Une carte génétique encore très imprécise
Telle que publiée jeudi, la carte du génome du riz n'est encore que le brouillon de la première étape d'un travail de titan. Qui en comporte trois.
«Imaginez l’information génétique (ou l’ADN) sous forme d’un collier de perles, explique Francis Quétier, directeur-adjoint du Genoscope, le Centre national français de séquençage génétique. Pour le riz, comme pour l’homme ou pour toute autre espèce vivante, ces perles ne sont que de quatre couleurs différentes».
«Grâce à cela, le séquençage est donc une opération assez simple, poursuit le généticien. Il suffit de dérouler le collier et de noter au fur et à mesure les couleurs rencontrées. Le problème est que ce collier est très long. Ainsi, pour le riz, nous avons 430 millions de perles!»
Mais le séquençage n’est que la première étape de la cartographie du génome. D’ailleurs, celui qui vient d’être publié n’est même pas complet. Comme dans le cas du génome humain, on parle ici de «version brouillon», puisque il y subsiste des dizaines de milliers de trous.
Il faudra encore des années
Ensuite, vient le travail dit de notation. Il s’agit, ici, d’identifier où commencent et où finissent les différents gènes. «Les méthodes actuelles ne nous autorisent qu’une précision à 80%. Et le travail est long et cher», note Francis Quétier.
Mais, même une fois cette notation achevée, les généticiens ne sont pas au bout de leurs peines. Il faut ensuite déterminer à quoi sert chaque gène. C’est ce que l’on nomme l’identification fonctionnelle.
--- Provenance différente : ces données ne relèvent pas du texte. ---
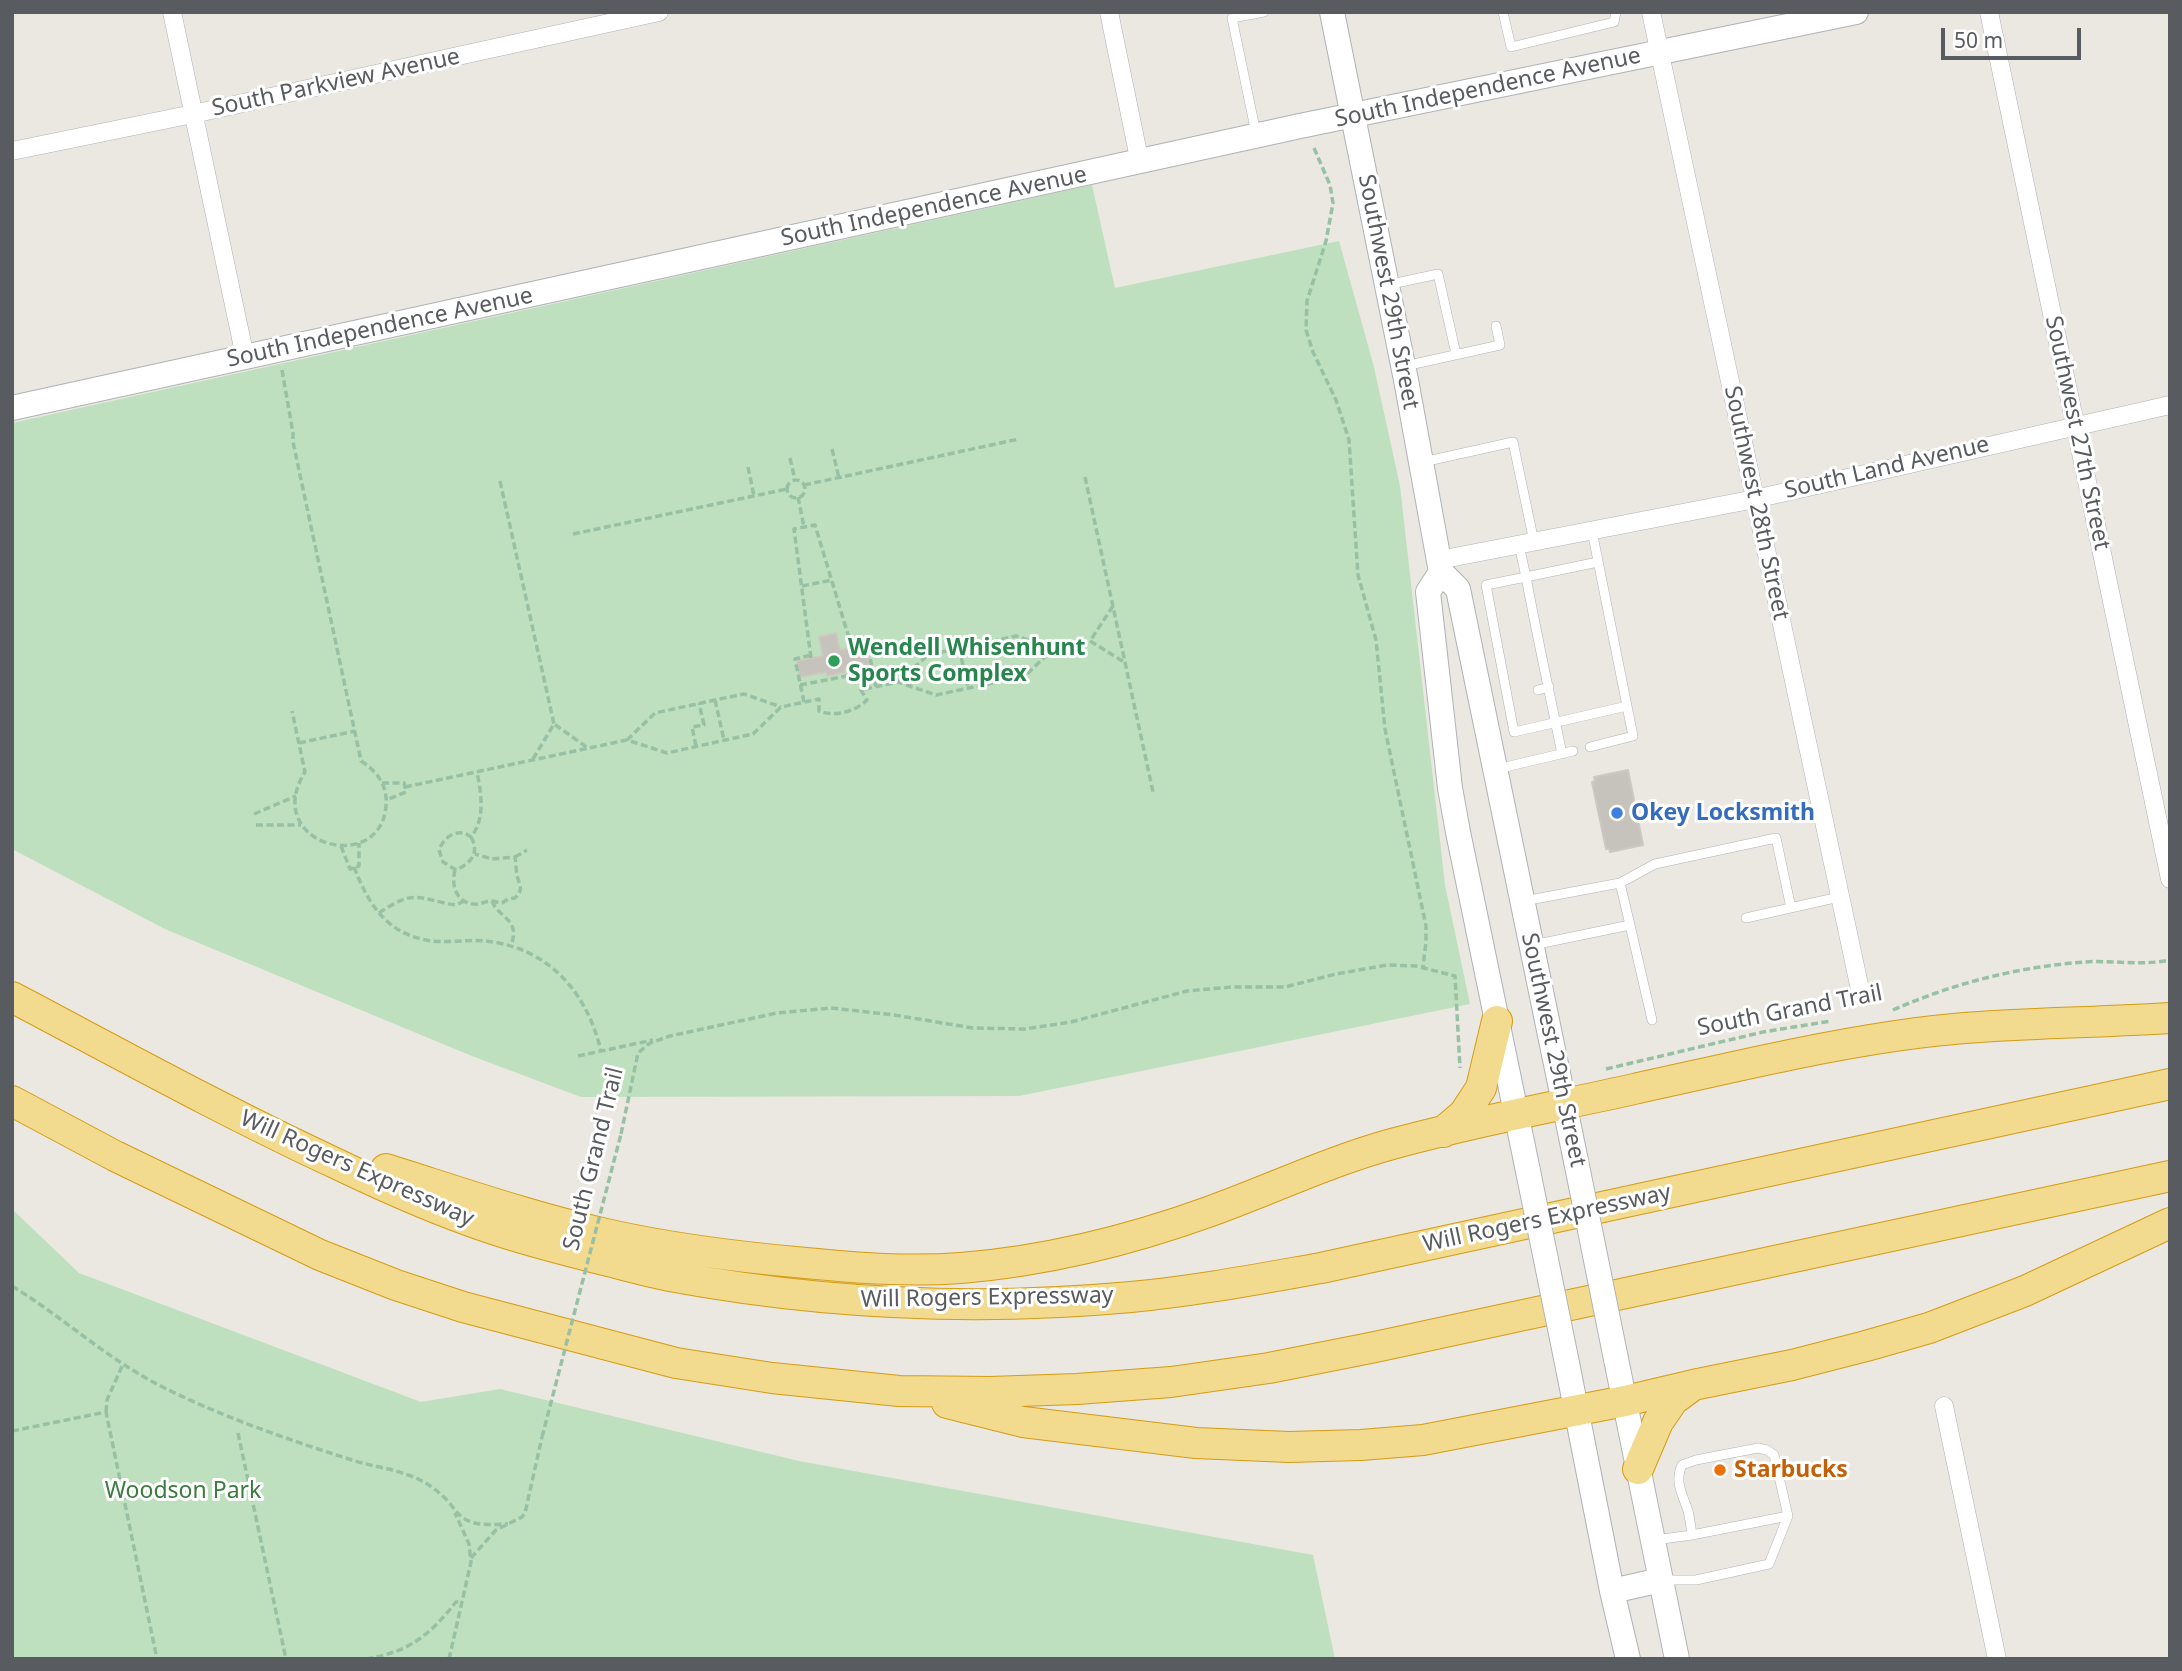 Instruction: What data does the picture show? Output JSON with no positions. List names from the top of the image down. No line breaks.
{"streets":{"highway":["Will Rogers Expressway"],"main road":["South Independence Avenue","Southwest 29th Street"],"street":["South Parkview Avenue","Southwest 27th Street","South Land Avenue","Southwest 28th Street"],"path":["South Grand Trail"]},"crossings":[["South Independence Avenue","Southwest 29th Street"],["South Independence Avenue","Southwest 28th Street"],["Southwest 29th Street","South Land Avenue"],["Southwest 27th Street","South Land Avenue"],["South Land Avenue","Southwest 28th Street"]],"parks":["Woodson Park"],"places":["Wendell Whisenhunt Sports Complex","Okey Locksmith","Starbucks"],"scale_bar":"50 m"}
Sans se risquer à des prévisions plus précises, Francis Quétier estime qu’il faudra «des années» avant que cette troisième étape ne soit achevée.
L’homme est plus complexe que le riz
La fonction des gènes est de donner le «plan de montage» des protéines qui composent tout organisme vivant. Dans cette perspective, l’orgueil humain risque d’en prendre un sacré coup en découvrant que le riz a peut-être 50’000 à 60’000 gènes, alors que notre propre espèce n’en aurait que 30’000 à 40’000.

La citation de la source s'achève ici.